The next thing I know, it’s Monday morning.
I’ve been woken by the sound of the shower.
Ah shit.
On the bright side, I got, like, nine hours of sleep—but on the dark side, it’s Monday morning, which means Charles has work, and I have to wait all day for home base.
I hear the shower turn off and realize belatedly that I could have snuck in there with him. Then I hear him move through the apartment, hear water run, hear the coffee grinder, and at last there’s the smell of coffee, which pulls me from my bed like an invisible hand. I pull on my clothes—they’re waiting for me on the dresser—and find Charles in the kitchen.
He is dressed in his usual blue Oxford and khaki pants. He looks exactly like Charles.
Charles, whom I’ve spent two days and nights touching in every—almost every—way I can imagine.
And Charles, the postdoc in my research lab, scruffy and bedraggled with his wet hair and button-down shirt.

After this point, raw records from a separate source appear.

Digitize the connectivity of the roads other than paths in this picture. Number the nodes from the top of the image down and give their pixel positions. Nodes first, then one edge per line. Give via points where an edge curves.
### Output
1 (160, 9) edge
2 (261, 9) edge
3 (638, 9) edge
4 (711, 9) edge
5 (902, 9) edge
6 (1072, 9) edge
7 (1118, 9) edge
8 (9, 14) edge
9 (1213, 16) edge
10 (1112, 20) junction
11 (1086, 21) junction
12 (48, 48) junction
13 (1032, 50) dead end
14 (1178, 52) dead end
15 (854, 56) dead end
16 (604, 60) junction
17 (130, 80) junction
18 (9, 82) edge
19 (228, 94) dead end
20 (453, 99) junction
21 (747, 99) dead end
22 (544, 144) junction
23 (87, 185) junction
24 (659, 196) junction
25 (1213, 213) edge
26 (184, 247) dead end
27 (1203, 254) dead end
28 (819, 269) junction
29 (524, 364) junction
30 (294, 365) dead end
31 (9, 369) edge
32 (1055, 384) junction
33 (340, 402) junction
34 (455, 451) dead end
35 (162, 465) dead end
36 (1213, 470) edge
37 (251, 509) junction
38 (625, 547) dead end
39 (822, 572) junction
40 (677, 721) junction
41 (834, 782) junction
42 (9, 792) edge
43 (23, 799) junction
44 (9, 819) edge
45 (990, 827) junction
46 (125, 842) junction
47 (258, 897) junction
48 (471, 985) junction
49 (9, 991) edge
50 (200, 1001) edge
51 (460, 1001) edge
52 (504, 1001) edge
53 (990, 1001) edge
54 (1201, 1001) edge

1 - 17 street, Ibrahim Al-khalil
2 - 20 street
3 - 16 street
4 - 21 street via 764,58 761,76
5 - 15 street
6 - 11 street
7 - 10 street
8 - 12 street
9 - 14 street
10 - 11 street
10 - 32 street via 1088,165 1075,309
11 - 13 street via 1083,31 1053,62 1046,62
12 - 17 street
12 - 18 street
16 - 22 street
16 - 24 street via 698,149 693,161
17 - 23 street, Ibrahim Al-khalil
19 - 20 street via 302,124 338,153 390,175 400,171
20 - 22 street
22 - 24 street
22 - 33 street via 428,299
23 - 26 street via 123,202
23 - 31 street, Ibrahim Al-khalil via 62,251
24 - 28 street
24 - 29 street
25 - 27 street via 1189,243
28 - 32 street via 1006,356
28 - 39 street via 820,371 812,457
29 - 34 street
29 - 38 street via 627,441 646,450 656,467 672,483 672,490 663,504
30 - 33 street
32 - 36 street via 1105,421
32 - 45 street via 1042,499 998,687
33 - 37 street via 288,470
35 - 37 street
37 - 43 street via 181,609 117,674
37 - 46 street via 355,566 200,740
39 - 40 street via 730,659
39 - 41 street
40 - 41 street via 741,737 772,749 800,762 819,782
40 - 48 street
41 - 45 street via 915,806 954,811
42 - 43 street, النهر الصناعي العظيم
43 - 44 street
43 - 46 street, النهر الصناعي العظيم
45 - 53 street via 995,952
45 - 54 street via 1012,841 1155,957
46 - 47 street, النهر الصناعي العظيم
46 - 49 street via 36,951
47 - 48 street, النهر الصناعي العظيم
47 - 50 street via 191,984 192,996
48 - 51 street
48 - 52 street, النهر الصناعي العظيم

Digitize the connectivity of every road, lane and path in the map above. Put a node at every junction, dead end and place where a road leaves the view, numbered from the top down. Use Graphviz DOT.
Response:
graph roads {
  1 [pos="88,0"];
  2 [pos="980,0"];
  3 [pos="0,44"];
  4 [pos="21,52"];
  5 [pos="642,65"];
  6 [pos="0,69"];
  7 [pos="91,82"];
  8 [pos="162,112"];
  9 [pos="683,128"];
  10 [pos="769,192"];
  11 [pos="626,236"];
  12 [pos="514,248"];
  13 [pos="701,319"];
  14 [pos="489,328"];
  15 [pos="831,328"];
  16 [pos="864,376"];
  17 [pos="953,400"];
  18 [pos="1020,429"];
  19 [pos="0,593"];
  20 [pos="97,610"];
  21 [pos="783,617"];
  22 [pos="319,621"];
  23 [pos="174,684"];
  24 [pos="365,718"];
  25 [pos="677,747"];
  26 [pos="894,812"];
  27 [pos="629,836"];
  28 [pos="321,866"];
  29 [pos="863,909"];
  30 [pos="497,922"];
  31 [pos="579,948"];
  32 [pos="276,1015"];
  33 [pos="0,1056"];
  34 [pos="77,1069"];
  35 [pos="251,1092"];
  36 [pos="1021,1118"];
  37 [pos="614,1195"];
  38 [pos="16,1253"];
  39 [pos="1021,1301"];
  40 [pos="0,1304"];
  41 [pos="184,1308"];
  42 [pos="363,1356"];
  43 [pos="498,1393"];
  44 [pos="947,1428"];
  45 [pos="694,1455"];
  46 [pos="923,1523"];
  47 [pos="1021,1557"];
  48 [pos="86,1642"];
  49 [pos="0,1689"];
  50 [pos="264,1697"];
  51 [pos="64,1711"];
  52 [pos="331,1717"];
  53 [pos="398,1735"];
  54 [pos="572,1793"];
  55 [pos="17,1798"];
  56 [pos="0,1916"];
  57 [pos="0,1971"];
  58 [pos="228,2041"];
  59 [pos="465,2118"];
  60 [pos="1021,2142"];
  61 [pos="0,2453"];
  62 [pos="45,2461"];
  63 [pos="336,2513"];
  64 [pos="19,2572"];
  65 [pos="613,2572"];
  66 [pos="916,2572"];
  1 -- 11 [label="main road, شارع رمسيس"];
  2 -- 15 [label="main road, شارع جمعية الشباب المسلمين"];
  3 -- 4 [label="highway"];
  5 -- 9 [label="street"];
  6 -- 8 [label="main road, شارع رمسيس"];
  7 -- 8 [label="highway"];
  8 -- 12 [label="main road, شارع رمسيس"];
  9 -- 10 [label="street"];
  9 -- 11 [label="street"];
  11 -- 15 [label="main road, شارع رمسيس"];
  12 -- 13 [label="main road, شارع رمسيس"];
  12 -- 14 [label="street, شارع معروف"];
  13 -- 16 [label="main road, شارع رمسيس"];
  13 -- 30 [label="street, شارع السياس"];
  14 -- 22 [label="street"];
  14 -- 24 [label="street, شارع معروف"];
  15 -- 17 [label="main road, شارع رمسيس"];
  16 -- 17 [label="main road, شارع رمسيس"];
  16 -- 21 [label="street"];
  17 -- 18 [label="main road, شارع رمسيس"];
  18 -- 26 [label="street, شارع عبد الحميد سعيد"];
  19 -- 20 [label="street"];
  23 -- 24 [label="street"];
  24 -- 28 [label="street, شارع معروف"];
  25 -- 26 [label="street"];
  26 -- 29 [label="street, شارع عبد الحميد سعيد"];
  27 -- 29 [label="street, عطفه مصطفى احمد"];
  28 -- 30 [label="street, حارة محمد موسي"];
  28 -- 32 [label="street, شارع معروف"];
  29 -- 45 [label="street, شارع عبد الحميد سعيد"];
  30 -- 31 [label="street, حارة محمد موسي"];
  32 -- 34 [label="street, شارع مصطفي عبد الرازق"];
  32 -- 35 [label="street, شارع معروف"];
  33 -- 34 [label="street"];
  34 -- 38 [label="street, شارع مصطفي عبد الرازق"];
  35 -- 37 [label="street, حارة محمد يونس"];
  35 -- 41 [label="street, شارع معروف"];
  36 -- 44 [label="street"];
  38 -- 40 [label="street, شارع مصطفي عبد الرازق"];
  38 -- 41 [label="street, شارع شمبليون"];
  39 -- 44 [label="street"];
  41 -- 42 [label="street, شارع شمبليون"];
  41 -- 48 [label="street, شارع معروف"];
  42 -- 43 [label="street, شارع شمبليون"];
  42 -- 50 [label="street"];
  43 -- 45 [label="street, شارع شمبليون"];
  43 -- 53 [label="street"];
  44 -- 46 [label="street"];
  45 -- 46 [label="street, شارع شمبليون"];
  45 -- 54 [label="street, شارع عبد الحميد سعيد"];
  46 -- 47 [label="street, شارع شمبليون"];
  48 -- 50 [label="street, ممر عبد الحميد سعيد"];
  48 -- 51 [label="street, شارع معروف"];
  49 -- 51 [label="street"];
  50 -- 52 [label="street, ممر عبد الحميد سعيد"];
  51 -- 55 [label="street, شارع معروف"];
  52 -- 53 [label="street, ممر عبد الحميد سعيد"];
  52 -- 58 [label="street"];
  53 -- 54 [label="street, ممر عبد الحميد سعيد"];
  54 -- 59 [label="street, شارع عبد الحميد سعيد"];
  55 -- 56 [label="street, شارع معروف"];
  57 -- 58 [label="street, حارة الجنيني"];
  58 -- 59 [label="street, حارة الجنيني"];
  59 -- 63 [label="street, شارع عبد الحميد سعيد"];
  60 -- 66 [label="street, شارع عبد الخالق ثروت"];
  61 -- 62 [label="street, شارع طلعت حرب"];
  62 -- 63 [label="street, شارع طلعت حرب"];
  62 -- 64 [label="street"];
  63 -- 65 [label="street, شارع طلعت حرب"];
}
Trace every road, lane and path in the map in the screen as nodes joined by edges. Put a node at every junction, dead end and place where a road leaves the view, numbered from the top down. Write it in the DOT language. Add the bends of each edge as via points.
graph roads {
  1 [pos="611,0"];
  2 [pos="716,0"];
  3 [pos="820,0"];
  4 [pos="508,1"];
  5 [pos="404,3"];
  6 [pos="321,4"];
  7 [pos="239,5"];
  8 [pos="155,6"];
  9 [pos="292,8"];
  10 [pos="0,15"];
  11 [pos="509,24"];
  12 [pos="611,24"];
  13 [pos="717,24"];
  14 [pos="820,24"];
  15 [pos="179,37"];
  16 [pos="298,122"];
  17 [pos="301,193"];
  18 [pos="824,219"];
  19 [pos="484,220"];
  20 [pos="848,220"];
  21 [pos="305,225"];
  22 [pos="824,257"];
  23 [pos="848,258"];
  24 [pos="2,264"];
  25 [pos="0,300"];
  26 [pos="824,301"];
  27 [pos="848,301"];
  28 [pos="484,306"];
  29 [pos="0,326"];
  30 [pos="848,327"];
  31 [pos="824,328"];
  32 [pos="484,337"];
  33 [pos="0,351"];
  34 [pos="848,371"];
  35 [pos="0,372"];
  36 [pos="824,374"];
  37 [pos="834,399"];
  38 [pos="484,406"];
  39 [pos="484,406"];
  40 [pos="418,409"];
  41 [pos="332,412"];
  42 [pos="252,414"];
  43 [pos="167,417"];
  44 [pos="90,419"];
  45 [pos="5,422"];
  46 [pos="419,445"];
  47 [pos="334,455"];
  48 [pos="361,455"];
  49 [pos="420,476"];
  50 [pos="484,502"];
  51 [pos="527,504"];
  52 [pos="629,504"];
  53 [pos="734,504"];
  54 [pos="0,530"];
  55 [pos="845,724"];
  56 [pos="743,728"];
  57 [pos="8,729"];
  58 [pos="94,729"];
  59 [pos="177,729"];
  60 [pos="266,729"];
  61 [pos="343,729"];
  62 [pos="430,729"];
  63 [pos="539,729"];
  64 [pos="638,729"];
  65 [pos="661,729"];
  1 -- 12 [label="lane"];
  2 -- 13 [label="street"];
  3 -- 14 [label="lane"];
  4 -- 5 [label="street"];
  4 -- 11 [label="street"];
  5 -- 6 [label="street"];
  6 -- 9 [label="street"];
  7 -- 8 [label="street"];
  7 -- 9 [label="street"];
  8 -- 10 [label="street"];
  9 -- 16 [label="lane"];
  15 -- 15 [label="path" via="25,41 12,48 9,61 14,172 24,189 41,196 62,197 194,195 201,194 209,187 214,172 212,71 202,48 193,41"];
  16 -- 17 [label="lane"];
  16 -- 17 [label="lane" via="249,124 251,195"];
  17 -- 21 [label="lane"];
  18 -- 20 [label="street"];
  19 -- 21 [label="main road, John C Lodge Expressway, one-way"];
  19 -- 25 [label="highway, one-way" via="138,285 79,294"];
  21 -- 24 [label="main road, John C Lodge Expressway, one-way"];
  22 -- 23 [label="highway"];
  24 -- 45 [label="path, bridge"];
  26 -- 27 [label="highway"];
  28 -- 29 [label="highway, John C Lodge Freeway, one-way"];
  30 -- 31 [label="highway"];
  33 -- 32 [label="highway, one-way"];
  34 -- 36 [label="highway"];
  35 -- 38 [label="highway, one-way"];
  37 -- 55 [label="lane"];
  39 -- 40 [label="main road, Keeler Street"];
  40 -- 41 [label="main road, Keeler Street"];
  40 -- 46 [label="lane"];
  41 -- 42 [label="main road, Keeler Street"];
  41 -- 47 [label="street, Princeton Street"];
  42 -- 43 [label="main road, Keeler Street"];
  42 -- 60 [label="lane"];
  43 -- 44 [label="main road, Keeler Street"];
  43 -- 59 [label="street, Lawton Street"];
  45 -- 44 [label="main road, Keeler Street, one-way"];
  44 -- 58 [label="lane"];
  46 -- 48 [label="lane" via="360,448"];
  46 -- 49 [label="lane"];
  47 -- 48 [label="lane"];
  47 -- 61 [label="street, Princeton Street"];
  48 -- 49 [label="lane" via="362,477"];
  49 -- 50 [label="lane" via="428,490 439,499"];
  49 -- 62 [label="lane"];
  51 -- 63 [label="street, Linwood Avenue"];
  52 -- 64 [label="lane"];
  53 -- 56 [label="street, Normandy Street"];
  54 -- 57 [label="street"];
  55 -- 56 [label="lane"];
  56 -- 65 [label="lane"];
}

I spent twenty-something months fantasizing about all the ways he might seduce me or that I might seduce him, planning all the things I might do, if only he would take me to bed, dreaming of what his skin would feel like and taste like. And he turned out to be so vastly much more than my imagination could capture. He is beautiful in ways I didn’t anticipate, kind and funny and gentle and erotic and demanding and surprising.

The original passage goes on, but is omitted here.